Infine, la quarta e ultima sessione: “Il vulnologo non esiste”, moderata da Mario Cecchi, coordinatore organismo toscano di Governo Clinico «La regione Toscana nel 2016 ha costituito dei gruppi di lavoro per stabilire l’appropriatezza dei dispositivi medici, in particolare per le medicazioni avanzate – ha detto Francesca Falciani, infermiera master Wound Care -. Tutte le regioni hanno a disposizione gli stessi materiali ma poi questi vanno usati in una maniera appropriata. Le linee di indirizzo in questo senso sono ben precise e chiare. Per appropriatezza si intende un intervento sanitario correlato al fabbisogno del paziente, fornito nei modi e nei tempi adeguati, sulla base di standard riconosciuti».
«Le lesioni diventeranno sempre più un problema di grande rilevanza sociale – ha commentato Patrizia Terrosi, infermiera master Wound Care -. Il problema delle ulcere rappresenta il 4% della spesa sanitaria nazionale. E di questo il 30-35% è il tempo impiegato dal personale infermieristico per curarle. Ecco perché è importante la ricerca di percorsi che vadano a uniformare i trattamenti professionali nei confronti di questi pazienti. Il punto cruciale è la presenza in tali percorsi di un infermiere specialista in Wound Care, che faccia da congiunzione tra paziente, ospedale e territorio. Al momento esistono master ma poca applicazione pratica nella realtà italiana».

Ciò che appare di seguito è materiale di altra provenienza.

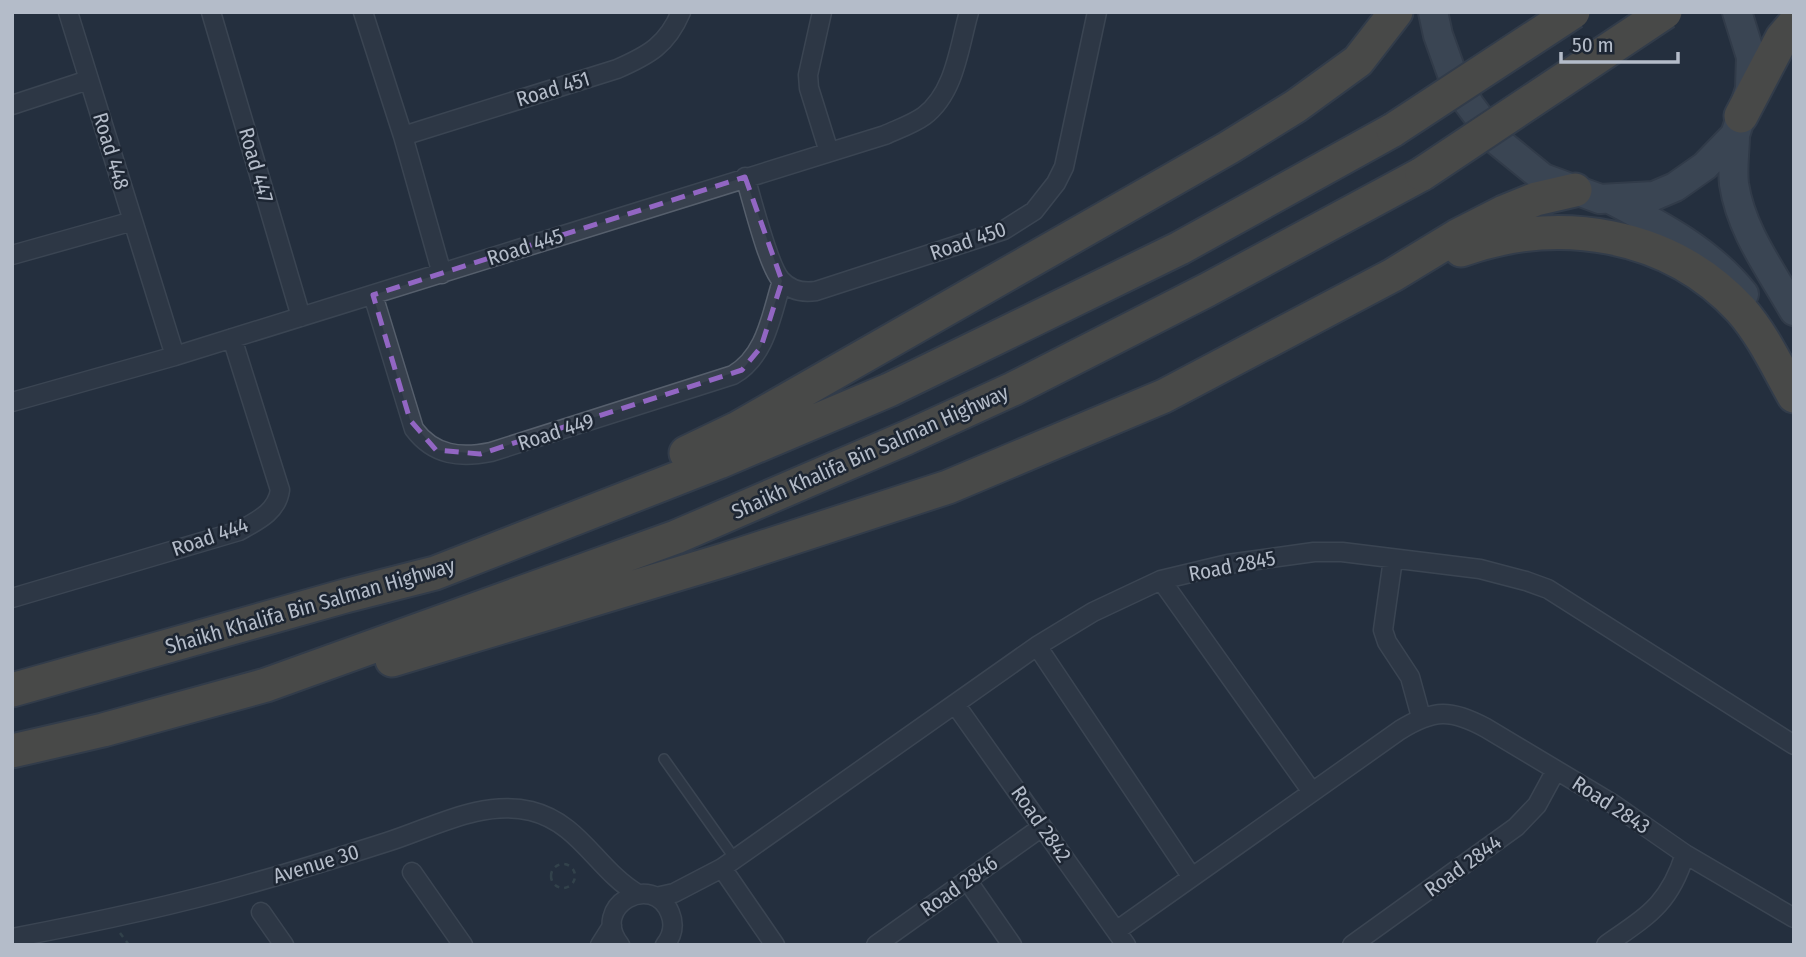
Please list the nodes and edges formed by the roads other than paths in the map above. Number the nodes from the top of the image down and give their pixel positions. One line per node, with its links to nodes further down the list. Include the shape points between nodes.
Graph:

«Oggi per operare in un dato ambito quale tipo di infermiere bisogna essere? Ad esempio, infermieri specialisti o esperti? In questo ambito c’è molta confusione, molta complessità giuridica e tutto questo non aiuta a fare chiarezza – ha spiegato Luca Benci, giurista -. La legge, inoltre, dice che il professionista ha responsabilità nella scelta dei presidi per la medicazione e risponde per lesioni colpose o per morte. In quest’ultimo caso però non si parla più di omicidio colposo ma questa variazione in aula di tribunale non ha contribuito minimamente a “limitare i danni” per gli infermieri».